The Trump administration plans to announce Friday a deal with CVS and Walgreens to administer a future coronavirus vaccine to seniors and staff in long-term care facilities free of charge, according to two sources familiar with the agreement.
Under the arrangement, the companies would send personnel into the facilities to provide the inoculations on-site.
President Donald Trump — who polls show is trailing Joe Biden among Americans over 65 — is expected to reference the deal at a Florida speech on “protecting seniors” Friday afternoon, but one source said the plan could still change.
HHS did not immediately respond to a request for comment.
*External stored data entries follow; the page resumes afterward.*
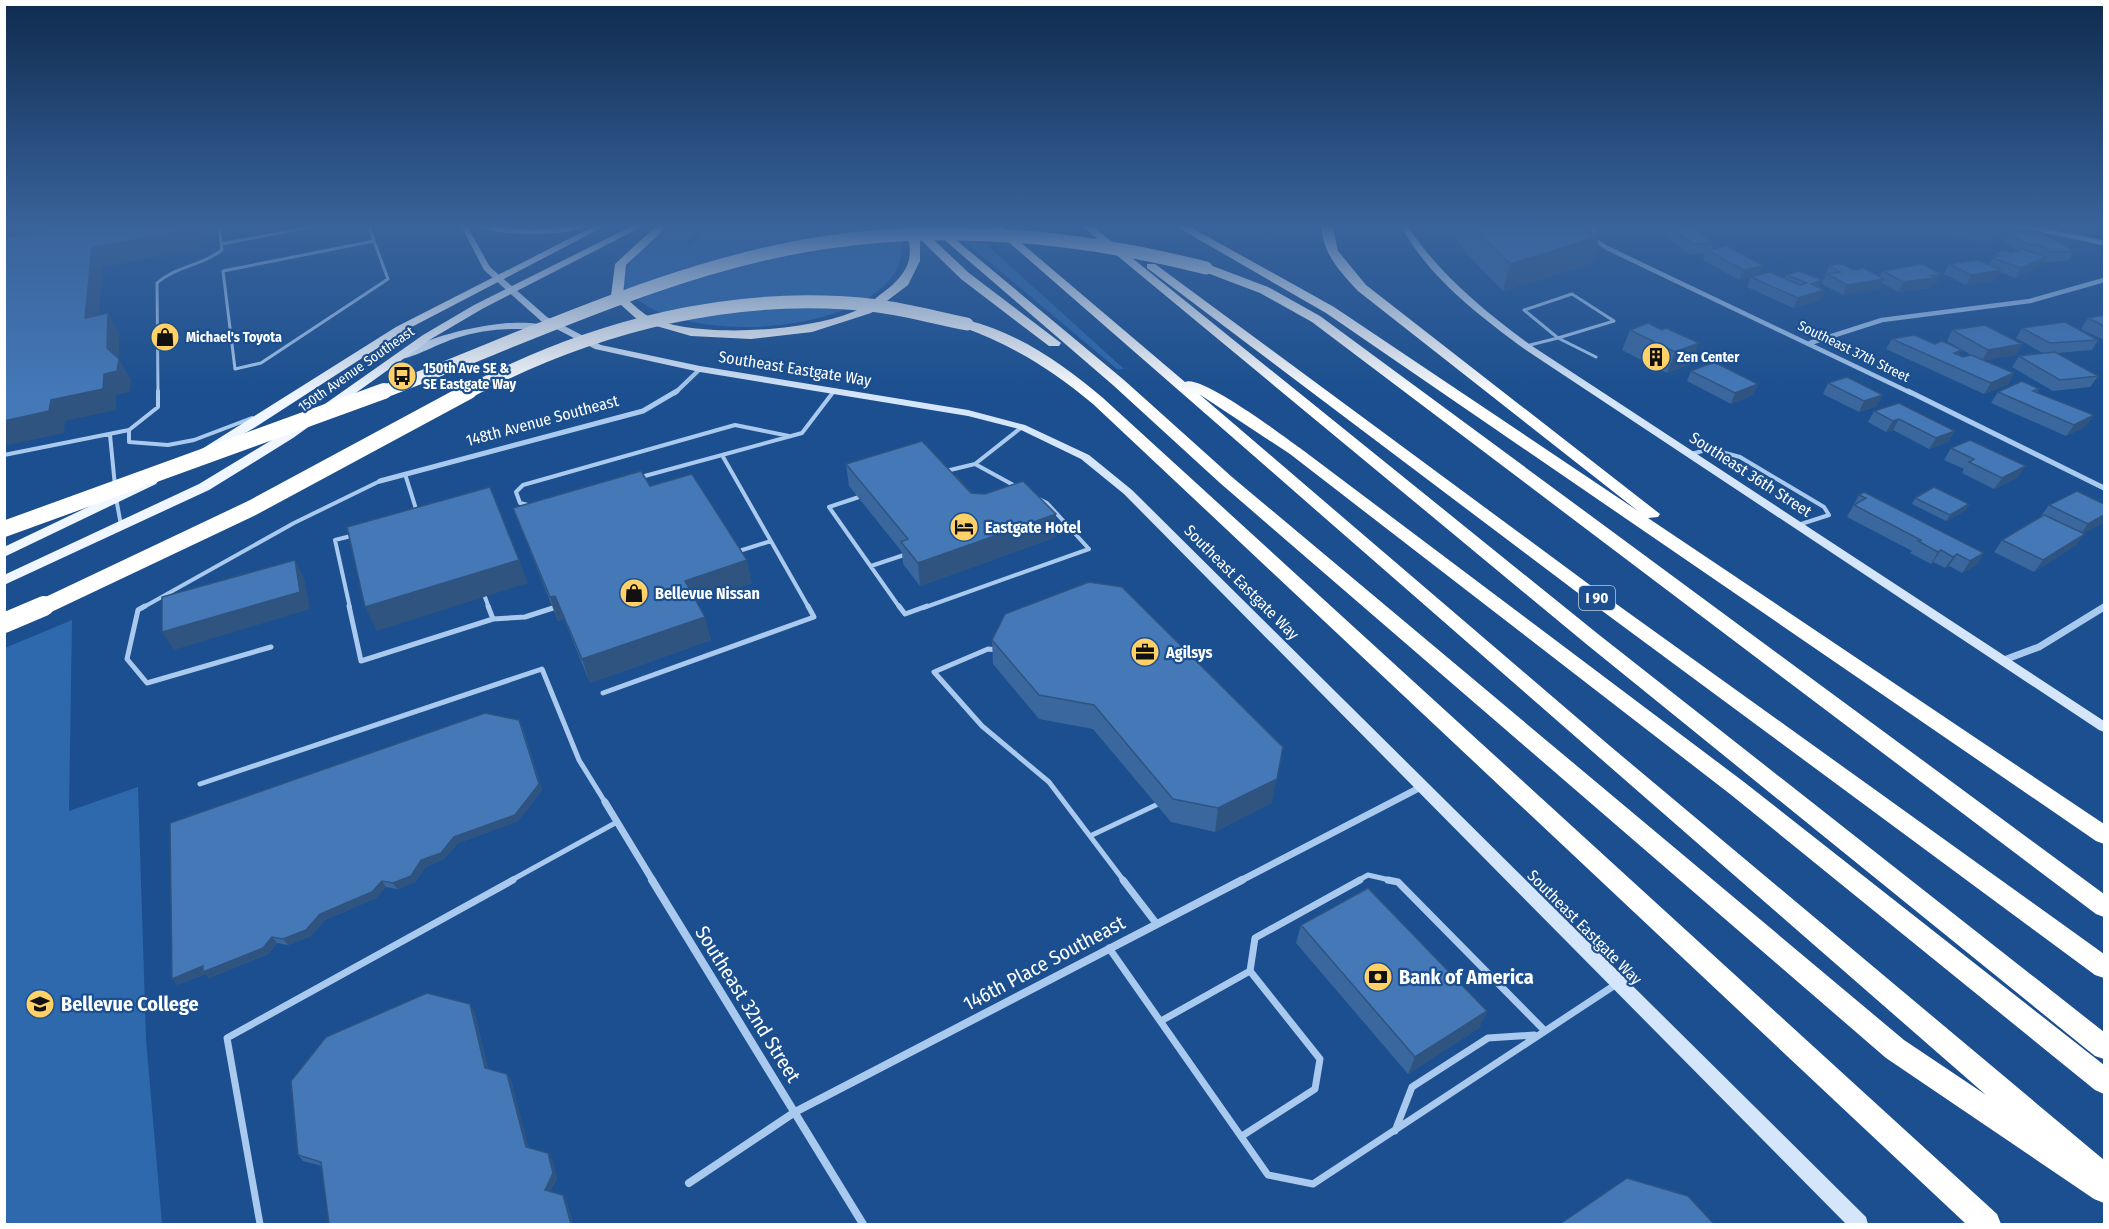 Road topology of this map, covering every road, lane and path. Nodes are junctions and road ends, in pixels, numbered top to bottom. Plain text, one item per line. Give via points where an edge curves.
1 (158, 281) edge
2 (224, 281) edge
3 (384, 281) edge
4 (492, 281) edge
5 (502, 281) edge
6 (529, 281) edge
7 (615, 281) edge
8 (675, 281) edge
9 (903, 281) edge
10 (972, 281) edge
11 (998, 281) edge
12 (1060, 281) edge
13 (1152, 281) edge
14 (1171, 281) edge
15 (1241, 281) edge
16 (1279, 281) edge
17 (1356, 281) edge
18 (1447, 281) edge
19 (1678, 281) edge
20 (2097, 281) edge
21 (512, 290) junction
22 (565, 332) junction
23 (1560, 339) junction
24 (1810, 343) junction
25 (1526, 346) junction
26 (1596, 357) dead end
27 (1156, 364) junction
28 (380, 369) junction
29 (700, 369) junction
30 (835, 390) junction
31 (272, 411) junction
32 (1023, 427) junction
33 (129, 430) junction
34 (110, 435) junction
35 (790, 436) junction
36 (722, 454) junction
37 (1691, 454) junction
38 (4, 455) edge
39 (975, 464) junction
40 (661, 471) junction
41 (943, 471) edge
42 (405, 474) junction
43 (629, 480) edge
44 (1226, 480) junction
45 (380, 481) joint
46 (667, 482) edge
47 (2104, 488) edge
48 (1023, 490) edge
49 (1033, 496) edge
50 (859, 497) edge
51 (117, 499) junction
52 (533, 507) edge
53 (418, 517) edge
54 (1798, 525) junction
55 (122, 527) junction
56 (4, 529) edge
57 (366, 531) edge
58 (771, 540) junction
59 (4, 553) edge
60 (733, 553) edge
61 (904, 555) edge
62 (871, 566) junction
63 (4, 581) edge
64 (485, 597) edge
65 (2104, 607) edge
66 (553, 608) edge
67 (493, 619) junction
68 (1789, 619) junction
69 (4, 623) edge
70 (271, 647) dead end
71 (999, 651) edge
72 (2004, 660) junction
73 (603, 693) dead end
74 (2104, 727) edge
75 (200, 784) dead end
76 (1422, 787) junction
77 (605, 802) joint
78 (1156, 805) edge
79 (617, 822) junction
80 (2104, 835) edge
81 (1090, 837) junction
82 (2104, 907) edge
83 (1156, 923) junction
84 (1109, 948) junction
85 (2104, 966) edge
86 (1250, 971) junction
87 (1618, 983) junction
88 (1161, 1021) junction
89 (1544, 1030) junction
90 (1536, 1035) junction
91 (2104, 1047) edge
92 (2104, 1081) edge
93 (795, 1112) junction
94 (1395, 1131) junction
95 (1242, 1136) junction
96 (2104, 1178) edge
97 (689, 1183) dead end
98 (2104, 1189) edge
99 (260, 1224) edge
100 (863, 1224) edge
101 (1859, 1224) edge
102 (1987, 1224) edge

1 - 33 lane via 158,407
2 - 3 lane via 235,369 261,363
4 - 31 main road, 150th Avenue Southeast via 400,329
5 - 21 main road, Southeast Eastgate Way
6 - 21 main road, 150th Avenue Southeast
7 - 9 highway via 615,291 626,308 641,319 680,331 757,336 822,326 874,307
8 - 56 highway, bridge
10 - 44 highway
11 - 44 highway
12 - 27 highway
13 - 91 highway via 1684,716
14 - 85 highway, I 90 via 1588,592
15 - 82 highway, bridge via 1316,319
16 - 68 highway via 1330,310
17 - 68 highway
18 - 25 main road, Southeast 36th Street via 1480,313
19 - 24 street, Southeast 37th Street
20 - 24 street via 2048,299 1994,309 1875,322
21 - 22 main road, Southeast Eastgate Way
21 - 28 main road, 150th Avenue Southeast
22 - 28 main road via 509,326 468,332 421,347
22 - 29 main road, Southeast Eastgate Way via 598,347
23 - 23 lane via 1571,336 1614,321 1572,294 1524,310
23 - 25 lane
23 - 26 lane
24 - 47 street, Southeast 37th Street
25 - 37 main road, Southeast 36th Street
27 - 92 highway via 1226,404 1295,451 1746,795
27 - 96 highway
28 - 55 main road, 150th Avenue Southeast via 246,463
29 - 30 main road, Southeast Eastgate Way
29 - 42 street, 148th Avenue Southeast via 671,397 643,411
30 - 32 main road, Southeast Eastgate Way via 968,413
30 - 35 lane via 802,433
31 - 33 lane via 194,440 168,445 129,442
31 - 51 main road, 150th Avenue Southeast
32 - 39 lane
32 - 76 main road, Southeast Eastgate Way via 1085,457 1128,492
33 - 34 lane
34 - 38 lane
34 - 51 lane
35 - 36 lane
35 - 52 lane via 735,425 523,485 516,492 520,503
36 - 40 lane
36 - 58 lane
37 - 54 main road, Southeast 36th Street
37 - 54 lane via 1710,449 1740,457 1824,507 1829,515
39 - 41 lane
39 - 48 lane
40 - 43 lane
40 - 46 lane
42 - 45 street, 148th Avenue Southeast
42 - 53 lane
44 - 98 highway via 1895,1049
45 - 70 lane via 294,523 138,610 127,659 147,683
49 - 62 lane via 1047,503 1089,549 905,614
50 - 62 lane via 829,507
51 - 55 lane
51 - 59 main road
54 - 72 main road, Southeast 36th Street
55 - 63 main road
57 - 67 lane via 335,540 361,661
58 - 60 lane
58 - 73 lane via 814,617
61 - 62 lane
64 - 67 lane
65 - 72 street via 2039,647
66 - 67 lane via 525,617
68 - 80 highway
69 - 102 highway, bridge via 236,517 521,366 622,328 718,309 790,303 867,305 967,324 1031,350 1098,401
71 - 81 lane via 988,649 934,672 982,726 1049,782
72 - 74 main road, Southeast 36th Street
75 - 77 lane via 542,669 579,760
76 - 83 street, 146th Place Southeast
76 - 87 main road, Southeast Eastgate Way
77 - 79 street, Southeast 32nd Street
78 - 81 lane
79 - 93 street, Southeast 32nd Street
79 - 99 lane via 227,1038
81 - 83 lane
83 - 84 street, 146th Place Southeast
84 - 88 lane
84 - 93 street, 146th Place Southeast
86 - 88 lane
86 - 89 lane via 1254,938 1368,875 1398,882
86 - 95 lane via 1320,1059 1315,1089
87 - 89 lane
87 - 101 main road, Southeast Eastgate Way
88 - 95 lane
89 - 90 lane
90 - 94 lane
90 - 94 lane via 1488,1038 1412,1088
93 - 97 street, 146th Place Southeast
93 - 100 street, Southeast 32nd Street
94 - 95 lane via 1312,1184 1268,1174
The announcement comes as health officials race to fulfill Trump’s vow that all vulnerable Americans will get a coronavirus vaccine for free. Yet it would only cover the narrow slice of seniors who live in long-term care facilities, meaning millions of Medicare beneficiaries are still at risk of being charged out of pocket for the cost of administering a vaccine.
HHS has spent the last several weeks searching for ways to expand no-cost coverage to the rest of the Medicare population, people familiar with the discussions said, but have not yet settled on a solution.
Background: No Covid-19 vaccine has been authorized or approved for use in the United States, and the Trump administration and states are still working on plans for quickly distributing an eventual vaccine to hundreds of millions of people. The first vaccines are widely expected to go to frontline health care workers and vulnerable populations, including seniors.
There has been some question about whether Medicare could legally pay for a vaccine that’s been authorized by the FDA on an emergency basis, as the first vaccines likely will be. Friday’s announcement with the major drug store chains could potentially address those concerns for those living and working in long-term care facilities.
While Trump has repeatedly promised a vaccine would be available by Election Day, no major pharmaceutical manufacturer plans to submit a vaccine to the FDA for review by Nov. 3. Pfizer CEO Albert Bourla announced Friday his company won’t have safety data necessary to submit its vaccine candidate until at least the end of November. Moderna, another frontrunner in the vaccine race, has also said it won’t be ready to file an application for emergency use authorization of its vaccine before the election.
What’s next: The FDA is scheduled to hold an advisory committee meeting on Oct. 22 to discuss the review process for a coronavirus vaccine once a company files for authorization or approval.